The security interest was properly created but not perfected by the filing of the financing statement. The description of collateral contained in the financing statement is too vague and general under the UCC.
The security interest was properly created but not perfected because the description of collateral in the granting clause does not match the description of collateral contained in the financing statement.
Debtor signs a security agreement that states: 'Debtor hereby grants to Secured Party a security interest in its equipment, inventory and accounts to secure repayment of the $1000 note of Debtor delivered to Secured Party on July 1, 2012.' Secured Party advances $1000 to Debtor. Financing statements are filed promptly by Secured Party in the appropriate filing offices that describe the collateral as 'equipment, inventory and accounts of the Debtor.' Two years later, Debtor files for bankruptcy. Secured Party claims a perfected security interest in Debtor's then existing equipment, inventory and accounts. Since July 1, 2012 Debtor has retained some equipment, disposed of other equipment and acquired a substantial amount of new equipment. All the inventory and receivables in existence on July 1, 2012 have been sold and collected. All the inventory and receivables in existence at the time of filing of bankruptcy were acquired after July 1, 2012.

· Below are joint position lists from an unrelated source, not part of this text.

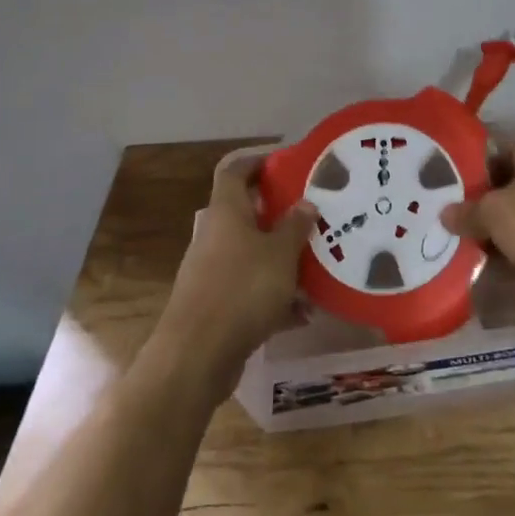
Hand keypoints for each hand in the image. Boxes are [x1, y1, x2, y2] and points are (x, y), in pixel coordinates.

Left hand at [155, 154, 314, 398]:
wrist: (197, 355)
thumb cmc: (242, 289)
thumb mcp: (280, 253)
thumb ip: (296, 226)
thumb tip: (305, 203)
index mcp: (226, 211)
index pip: (234, 170)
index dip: (256, 160)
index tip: (285, 162)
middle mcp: (215, 235)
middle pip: (246, 213)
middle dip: (279, 214)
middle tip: (312, 214)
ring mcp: (213, 271)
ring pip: (252, 254)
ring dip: (282, 259)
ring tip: (317, 266)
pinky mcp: (217, 305)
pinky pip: (251, 290)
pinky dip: (275, 297)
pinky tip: (303, 313)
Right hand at [442, 141, 514, 291]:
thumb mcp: (494, 217)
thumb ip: (467, 213)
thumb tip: (445, 214)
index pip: (496, 154)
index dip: (473, 175)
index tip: (454, 198)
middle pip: (513, 183)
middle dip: (490, 206)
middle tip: (464, 226)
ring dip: (508, 227)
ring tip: (482, 248)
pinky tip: (511, 262)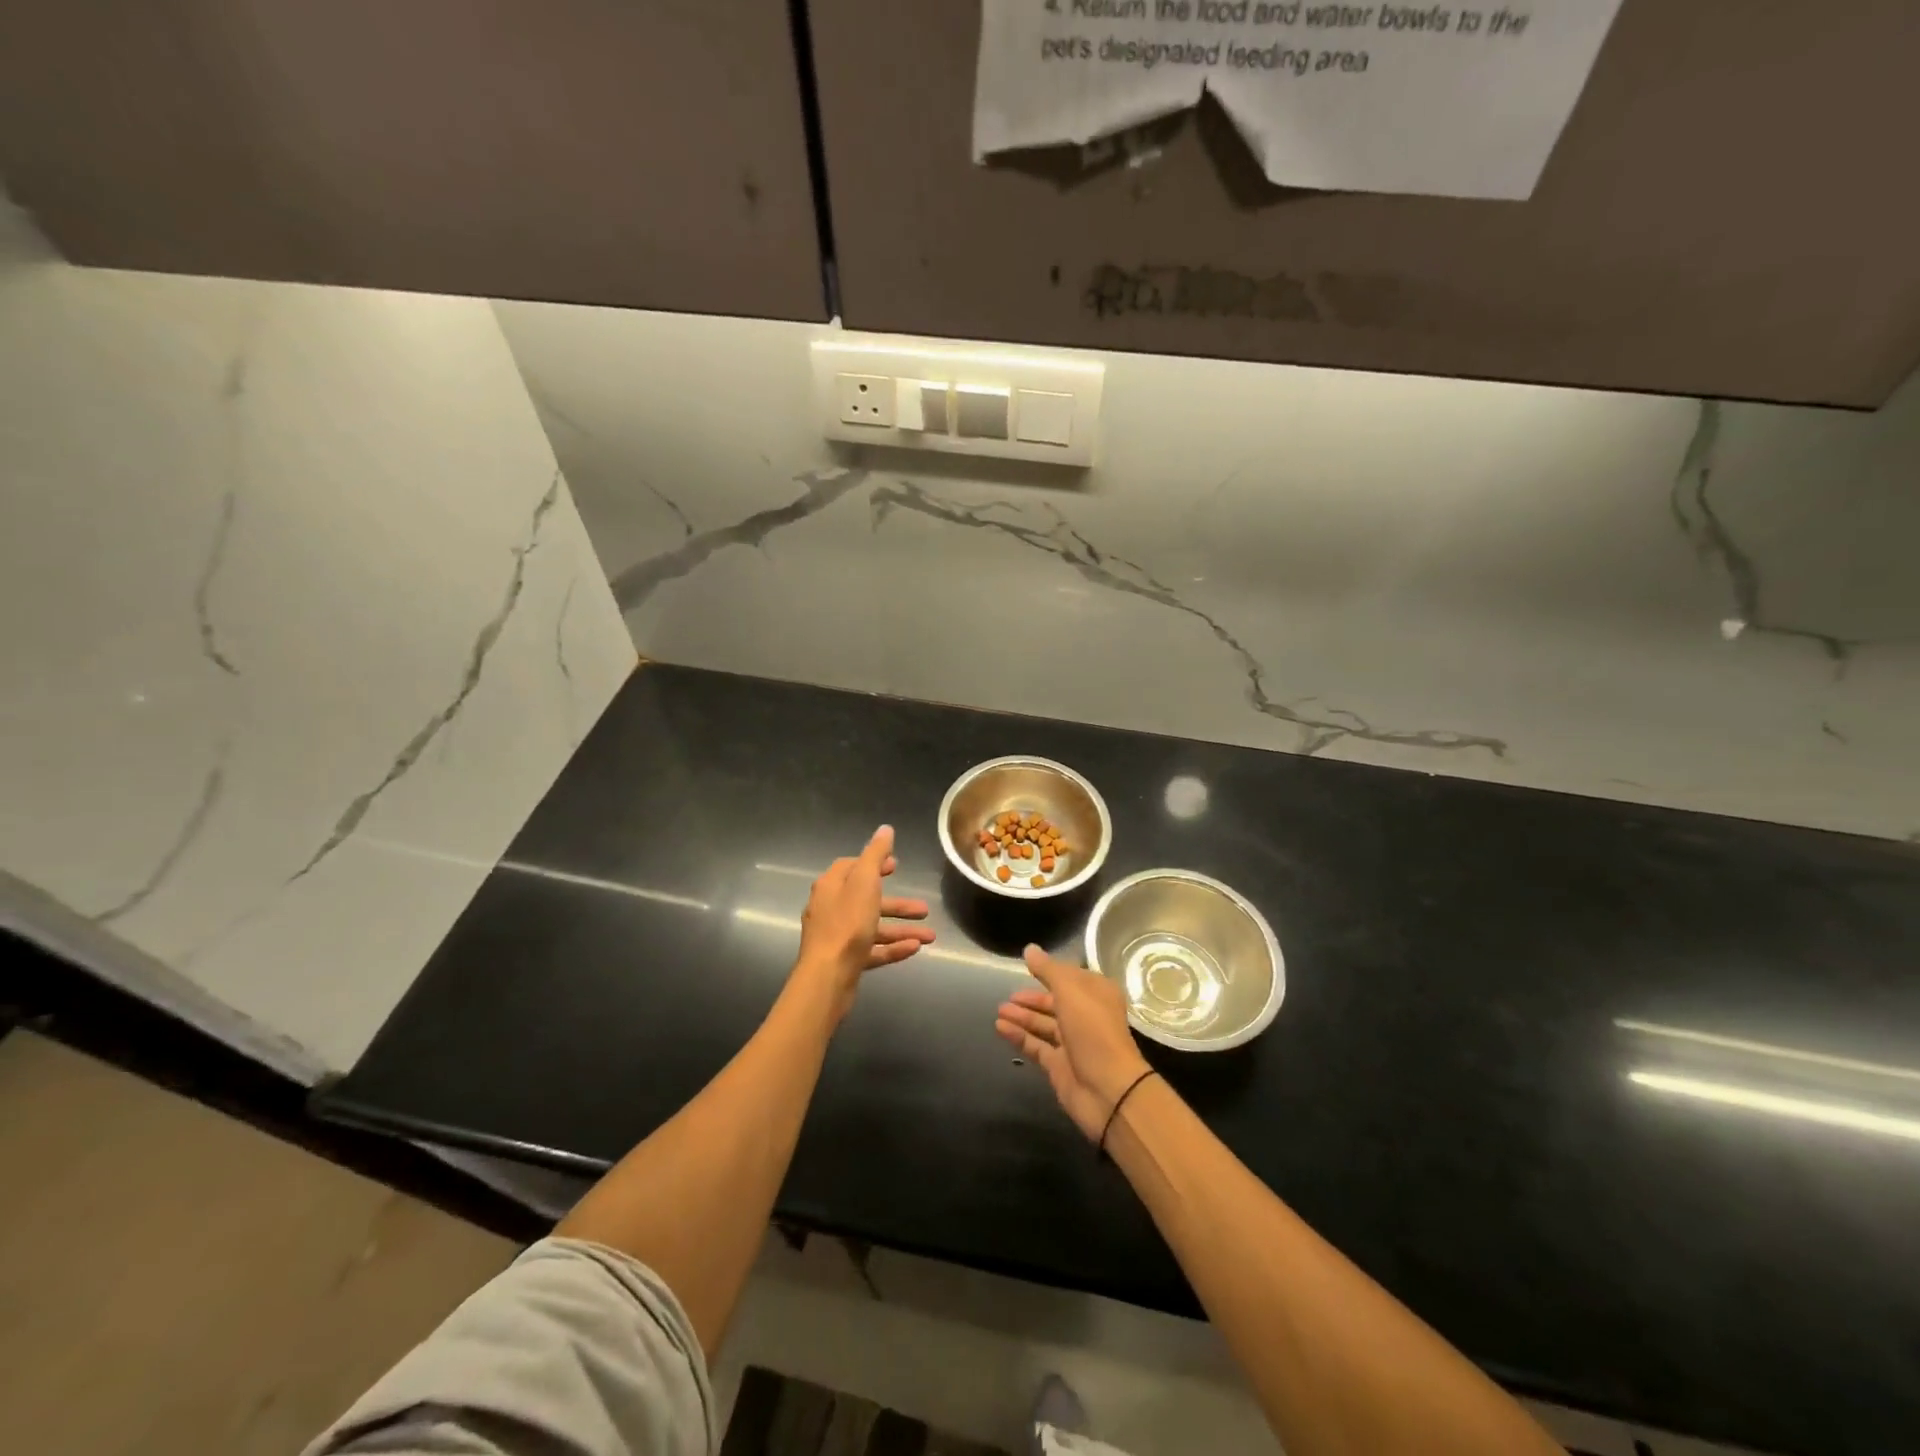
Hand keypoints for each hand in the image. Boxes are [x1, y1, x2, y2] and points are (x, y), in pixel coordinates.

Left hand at [796, 825, 933, 1019]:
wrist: (827, 977)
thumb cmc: (847, 924)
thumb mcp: (865, 882)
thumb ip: (875, 855)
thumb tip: (885, 829)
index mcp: (831, 886)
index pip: (851, 867)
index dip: (874, 864)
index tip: (896, 866)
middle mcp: (830, 908)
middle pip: (867, 899)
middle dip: (897, 903)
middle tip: (923, 907)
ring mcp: (836, 936)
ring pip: (873, 927)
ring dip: (901, 928)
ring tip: (930, 936)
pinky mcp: (844, 960)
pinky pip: (872, 949)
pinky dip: (892, 948)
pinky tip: (915, 949)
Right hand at [996, 945, 1153, 1141]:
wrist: (1108, 1090)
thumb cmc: (1093, 1031)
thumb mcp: (1071, 991)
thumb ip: (1048, 970)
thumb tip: (1030, 949)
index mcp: (1097, 994)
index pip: (1070, 977)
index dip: (1050, 971)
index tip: (1027, 966)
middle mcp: (1086, 1015)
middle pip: (1055, 1002)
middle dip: (1032, 998)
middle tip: (1008, 995)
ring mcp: (1073, 1042)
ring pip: (1044, 1024)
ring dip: (1022, 1016)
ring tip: (999, 1009)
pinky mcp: (1059, 1065)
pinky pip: (1036, 1045)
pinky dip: (1019, 1036)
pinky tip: (1000, 1027)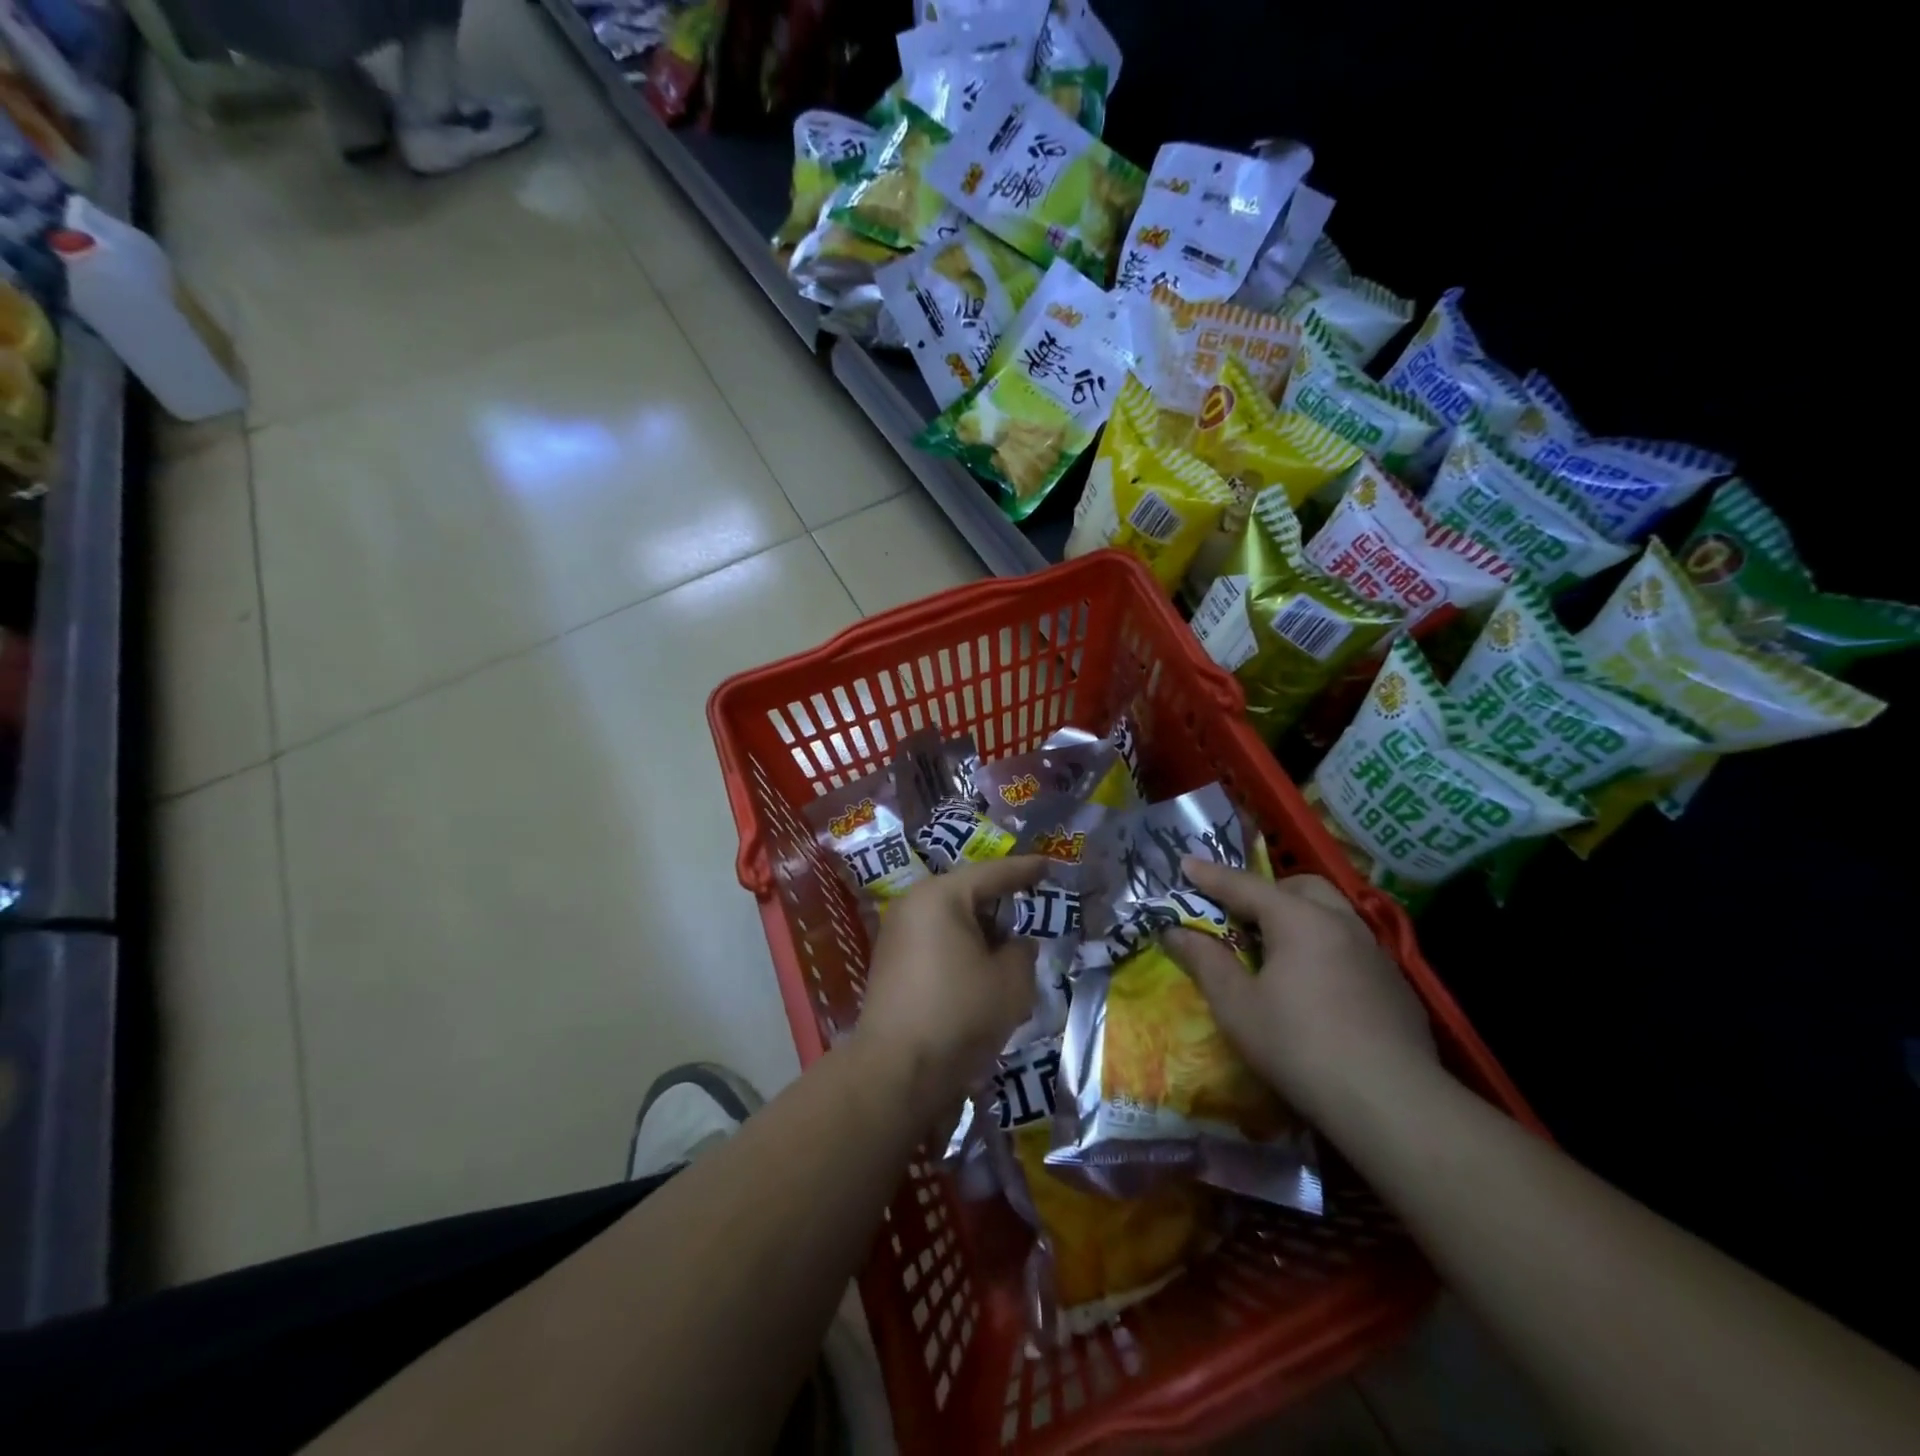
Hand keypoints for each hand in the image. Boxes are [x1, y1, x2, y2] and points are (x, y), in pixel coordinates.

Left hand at [853, 856, 1048, 1114]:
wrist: (897, 1071)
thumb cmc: (959, 1013)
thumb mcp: (1011, 982)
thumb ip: (1022, 952)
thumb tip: (1016, 945)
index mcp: (940, 896)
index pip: (991, 873)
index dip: (1024, 870)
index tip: (1048, 864)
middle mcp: (913, 906)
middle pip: (967, 895)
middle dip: (1001, 905)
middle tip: (1033, 907)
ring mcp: (897, 936)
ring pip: (952, 922)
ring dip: (982, 934)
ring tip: (1013, 948)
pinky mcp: (892, 966)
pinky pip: (937, 944)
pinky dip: (963, 952)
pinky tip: (983, 972)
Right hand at [1161, 858, 1438, 1122]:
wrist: (1392, 1103)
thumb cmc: (1299, 1046)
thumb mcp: (1236, 1005)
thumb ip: (1204, 961)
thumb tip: (1174, 932)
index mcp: (1299, 919)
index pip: (1244, 886)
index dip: (1210, 876)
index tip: (1185, 864)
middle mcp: (1341, 922)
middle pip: (1299, 887)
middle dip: (1265, 891)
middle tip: (1238, 915)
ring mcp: (1375, 953)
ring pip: (1331, 914)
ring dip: (1299, 917)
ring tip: (1276, 949)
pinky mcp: (1396, 985)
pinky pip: (1351, 947)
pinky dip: (1324, 947)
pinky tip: (1316, 987)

Secured Party does not hold a perfected security interest in any of the after-acquired collateral because the financing statement description of collateral does not mention after acquired collateral.
Secured Party does not hold a perfected security interest in any of the after-acquired collateral because the description of collateral in the granting clause of the security agreement does not mention after acquired collateral.
Secured Party does not have a security interest in the after-acquired collateral because the granting clause did not describe the collateral as 'all' equipment, inventory and accounts of the Debtor. Use of the the word 'all' in the security agreement would have given the interest in after-acquired property but it need not have been used in the financing statement.
The Secured Party has a security interest in after-acquired inventory and accounts but not in after-acquired equipment of the Debtor.